Among the entries below, find the lines holding "Кучугурна" and copy them.
START EXTRACTED INFORMATION
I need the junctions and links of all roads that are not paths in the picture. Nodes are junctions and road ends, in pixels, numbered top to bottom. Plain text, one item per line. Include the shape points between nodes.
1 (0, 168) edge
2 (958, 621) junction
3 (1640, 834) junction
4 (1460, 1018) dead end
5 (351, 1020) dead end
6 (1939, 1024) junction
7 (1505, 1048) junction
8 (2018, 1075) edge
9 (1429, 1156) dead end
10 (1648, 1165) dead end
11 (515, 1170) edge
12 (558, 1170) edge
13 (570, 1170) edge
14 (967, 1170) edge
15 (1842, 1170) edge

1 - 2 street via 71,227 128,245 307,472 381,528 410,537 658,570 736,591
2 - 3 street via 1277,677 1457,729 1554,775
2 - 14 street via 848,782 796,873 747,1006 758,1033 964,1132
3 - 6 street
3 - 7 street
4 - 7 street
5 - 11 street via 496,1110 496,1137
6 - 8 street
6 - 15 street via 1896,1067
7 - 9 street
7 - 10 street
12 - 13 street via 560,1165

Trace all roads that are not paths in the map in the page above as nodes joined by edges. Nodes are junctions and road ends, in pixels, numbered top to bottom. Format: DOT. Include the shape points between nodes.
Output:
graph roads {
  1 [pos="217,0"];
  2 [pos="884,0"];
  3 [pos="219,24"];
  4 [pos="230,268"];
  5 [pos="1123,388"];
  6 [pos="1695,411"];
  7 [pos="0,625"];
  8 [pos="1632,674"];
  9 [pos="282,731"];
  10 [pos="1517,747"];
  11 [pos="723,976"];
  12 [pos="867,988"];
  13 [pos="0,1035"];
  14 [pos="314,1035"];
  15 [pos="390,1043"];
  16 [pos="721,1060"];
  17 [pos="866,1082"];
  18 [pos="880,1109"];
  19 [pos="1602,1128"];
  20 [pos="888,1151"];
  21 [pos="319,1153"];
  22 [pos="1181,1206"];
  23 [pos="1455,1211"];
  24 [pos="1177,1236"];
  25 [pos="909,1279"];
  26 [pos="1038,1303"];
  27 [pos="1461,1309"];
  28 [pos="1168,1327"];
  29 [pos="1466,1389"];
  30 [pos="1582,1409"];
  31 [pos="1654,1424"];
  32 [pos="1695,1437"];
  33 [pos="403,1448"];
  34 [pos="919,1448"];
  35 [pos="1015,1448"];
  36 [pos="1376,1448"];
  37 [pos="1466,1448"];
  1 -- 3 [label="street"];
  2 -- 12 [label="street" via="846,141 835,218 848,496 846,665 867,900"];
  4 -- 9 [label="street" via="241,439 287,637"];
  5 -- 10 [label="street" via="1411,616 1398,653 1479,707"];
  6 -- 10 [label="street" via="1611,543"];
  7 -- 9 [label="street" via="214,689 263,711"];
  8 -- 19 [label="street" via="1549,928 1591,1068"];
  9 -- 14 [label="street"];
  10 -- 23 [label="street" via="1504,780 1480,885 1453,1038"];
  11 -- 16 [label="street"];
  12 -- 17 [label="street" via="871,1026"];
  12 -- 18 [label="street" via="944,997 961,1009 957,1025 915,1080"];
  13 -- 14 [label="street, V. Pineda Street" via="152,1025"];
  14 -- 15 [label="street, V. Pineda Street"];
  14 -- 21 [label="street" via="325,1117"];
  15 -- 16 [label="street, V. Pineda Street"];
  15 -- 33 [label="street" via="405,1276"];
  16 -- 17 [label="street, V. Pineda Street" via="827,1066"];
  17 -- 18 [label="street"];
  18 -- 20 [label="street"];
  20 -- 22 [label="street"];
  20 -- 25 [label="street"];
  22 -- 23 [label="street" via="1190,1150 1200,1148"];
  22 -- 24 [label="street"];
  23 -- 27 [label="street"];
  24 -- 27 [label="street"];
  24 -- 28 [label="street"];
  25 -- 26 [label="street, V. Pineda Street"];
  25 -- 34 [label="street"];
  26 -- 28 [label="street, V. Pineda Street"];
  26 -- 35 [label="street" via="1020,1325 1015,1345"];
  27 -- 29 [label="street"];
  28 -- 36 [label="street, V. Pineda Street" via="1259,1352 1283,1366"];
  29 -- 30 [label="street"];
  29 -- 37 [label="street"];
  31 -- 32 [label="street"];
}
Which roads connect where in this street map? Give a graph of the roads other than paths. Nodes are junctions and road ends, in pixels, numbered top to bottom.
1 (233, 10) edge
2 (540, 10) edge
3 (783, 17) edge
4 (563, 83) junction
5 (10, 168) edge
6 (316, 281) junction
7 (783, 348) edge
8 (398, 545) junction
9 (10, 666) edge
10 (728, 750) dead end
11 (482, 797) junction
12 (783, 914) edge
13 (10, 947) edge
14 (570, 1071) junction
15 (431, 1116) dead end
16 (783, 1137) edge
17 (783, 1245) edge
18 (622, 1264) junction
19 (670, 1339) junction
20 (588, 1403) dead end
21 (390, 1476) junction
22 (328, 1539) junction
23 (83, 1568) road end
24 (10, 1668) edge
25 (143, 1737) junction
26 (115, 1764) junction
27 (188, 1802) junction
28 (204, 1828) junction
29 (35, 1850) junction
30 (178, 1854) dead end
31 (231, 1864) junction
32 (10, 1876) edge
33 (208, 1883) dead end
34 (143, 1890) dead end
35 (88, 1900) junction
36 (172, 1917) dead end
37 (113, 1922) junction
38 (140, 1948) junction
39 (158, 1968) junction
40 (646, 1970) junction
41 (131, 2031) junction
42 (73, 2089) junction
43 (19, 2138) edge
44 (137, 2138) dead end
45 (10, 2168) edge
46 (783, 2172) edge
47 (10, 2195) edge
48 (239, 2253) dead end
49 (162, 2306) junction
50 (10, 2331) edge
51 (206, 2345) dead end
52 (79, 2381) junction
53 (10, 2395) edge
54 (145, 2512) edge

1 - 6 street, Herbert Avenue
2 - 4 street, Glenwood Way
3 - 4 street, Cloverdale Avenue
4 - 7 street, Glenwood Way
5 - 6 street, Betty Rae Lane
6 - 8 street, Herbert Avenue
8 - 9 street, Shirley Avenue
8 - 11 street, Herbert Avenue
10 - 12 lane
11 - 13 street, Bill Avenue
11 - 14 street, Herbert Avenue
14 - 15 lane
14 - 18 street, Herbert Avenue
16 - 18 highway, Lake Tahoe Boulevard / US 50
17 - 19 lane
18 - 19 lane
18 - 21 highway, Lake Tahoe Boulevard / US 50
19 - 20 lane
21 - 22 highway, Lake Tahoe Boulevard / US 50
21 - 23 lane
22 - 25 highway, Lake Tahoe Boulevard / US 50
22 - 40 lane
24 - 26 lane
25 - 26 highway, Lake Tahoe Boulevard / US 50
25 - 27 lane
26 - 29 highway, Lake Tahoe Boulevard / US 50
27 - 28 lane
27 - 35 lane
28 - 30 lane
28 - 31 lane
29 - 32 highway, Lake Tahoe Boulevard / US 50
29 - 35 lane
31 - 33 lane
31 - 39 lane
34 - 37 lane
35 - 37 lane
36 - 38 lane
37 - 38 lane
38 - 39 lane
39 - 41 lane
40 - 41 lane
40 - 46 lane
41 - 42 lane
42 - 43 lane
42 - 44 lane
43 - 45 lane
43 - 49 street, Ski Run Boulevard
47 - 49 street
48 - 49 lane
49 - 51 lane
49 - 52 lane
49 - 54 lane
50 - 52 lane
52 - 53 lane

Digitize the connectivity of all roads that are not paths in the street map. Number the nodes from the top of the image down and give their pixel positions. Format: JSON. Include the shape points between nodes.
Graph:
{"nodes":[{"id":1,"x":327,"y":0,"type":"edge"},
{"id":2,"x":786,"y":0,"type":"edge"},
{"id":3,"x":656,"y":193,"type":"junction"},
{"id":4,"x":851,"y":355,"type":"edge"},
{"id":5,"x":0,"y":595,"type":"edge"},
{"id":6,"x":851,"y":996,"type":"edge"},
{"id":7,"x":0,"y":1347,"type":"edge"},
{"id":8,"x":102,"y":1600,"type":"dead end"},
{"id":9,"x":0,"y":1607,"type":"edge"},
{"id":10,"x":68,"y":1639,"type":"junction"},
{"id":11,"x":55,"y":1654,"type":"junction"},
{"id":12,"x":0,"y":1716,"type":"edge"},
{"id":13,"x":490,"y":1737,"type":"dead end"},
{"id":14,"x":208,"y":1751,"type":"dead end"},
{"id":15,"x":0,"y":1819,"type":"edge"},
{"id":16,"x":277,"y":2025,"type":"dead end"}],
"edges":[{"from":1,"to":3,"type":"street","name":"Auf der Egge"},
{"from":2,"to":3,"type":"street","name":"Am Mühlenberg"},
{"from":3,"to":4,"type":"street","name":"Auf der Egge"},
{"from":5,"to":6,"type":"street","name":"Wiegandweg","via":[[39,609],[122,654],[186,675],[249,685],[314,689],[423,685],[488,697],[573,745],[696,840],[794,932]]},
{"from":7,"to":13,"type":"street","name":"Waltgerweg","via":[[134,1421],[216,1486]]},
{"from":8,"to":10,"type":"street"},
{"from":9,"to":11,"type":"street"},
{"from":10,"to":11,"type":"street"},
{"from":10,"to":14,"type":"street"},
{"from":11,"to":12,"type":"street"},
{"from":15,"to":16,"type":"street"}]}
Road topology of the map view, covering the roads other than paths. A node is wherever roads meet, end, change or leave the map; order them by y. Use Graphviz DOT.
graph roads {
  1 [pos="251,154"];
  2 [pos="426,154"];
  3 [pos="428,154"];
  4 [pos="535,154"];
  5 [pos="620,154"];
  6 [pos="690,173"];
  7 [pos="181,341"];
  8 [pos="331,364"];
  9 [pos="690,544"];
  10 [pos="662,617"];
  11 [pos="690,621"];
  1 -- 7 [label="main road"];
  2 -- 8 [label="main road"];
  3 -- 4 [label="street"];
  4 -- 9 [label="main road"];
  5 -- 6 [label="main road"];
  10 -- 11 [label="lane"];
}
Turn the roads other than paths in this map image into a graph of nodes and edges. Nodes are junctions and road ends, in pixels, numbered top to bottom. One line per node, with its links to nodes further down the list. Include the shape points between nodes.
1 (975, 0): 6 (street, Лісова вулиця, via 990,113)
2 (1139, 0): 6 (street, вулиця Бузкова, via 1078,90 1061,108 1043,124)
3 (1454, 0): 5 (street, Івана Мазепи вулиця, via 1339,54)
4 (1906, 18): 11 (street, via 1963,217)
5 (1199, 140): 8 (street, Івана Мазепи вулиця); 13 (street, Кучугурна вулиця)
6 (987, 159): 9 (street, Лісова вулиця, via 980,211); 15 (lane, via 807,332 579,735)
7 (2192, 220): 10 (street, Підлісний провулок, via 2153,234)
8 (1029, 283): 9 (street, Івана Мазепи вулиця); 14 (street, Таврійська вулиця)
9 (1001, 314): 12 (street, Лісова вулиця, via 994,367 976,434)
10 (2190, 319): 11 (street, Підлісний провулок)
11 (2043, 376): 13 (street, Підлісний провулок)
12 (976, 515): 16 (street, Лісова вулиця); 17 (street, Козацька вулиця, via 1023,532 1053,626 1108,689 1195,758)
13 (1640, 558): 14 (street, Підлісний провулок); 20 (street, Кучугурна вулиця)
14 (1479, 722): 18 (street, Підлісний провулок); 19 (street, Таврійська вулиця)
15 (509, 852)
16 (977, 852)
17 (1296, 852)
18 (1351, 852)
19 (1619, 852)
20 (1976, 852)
END EXTRACTED INFORMATION
TASK SOLUTION:
5 (1199, 140): 8 (street, Івана Мазепи вулиця); 13 (street, Кучугурна вулиця)
13 (1640, 558): 14 (street, Підлісний провулок); 20 (street, Кучугурна вулиця)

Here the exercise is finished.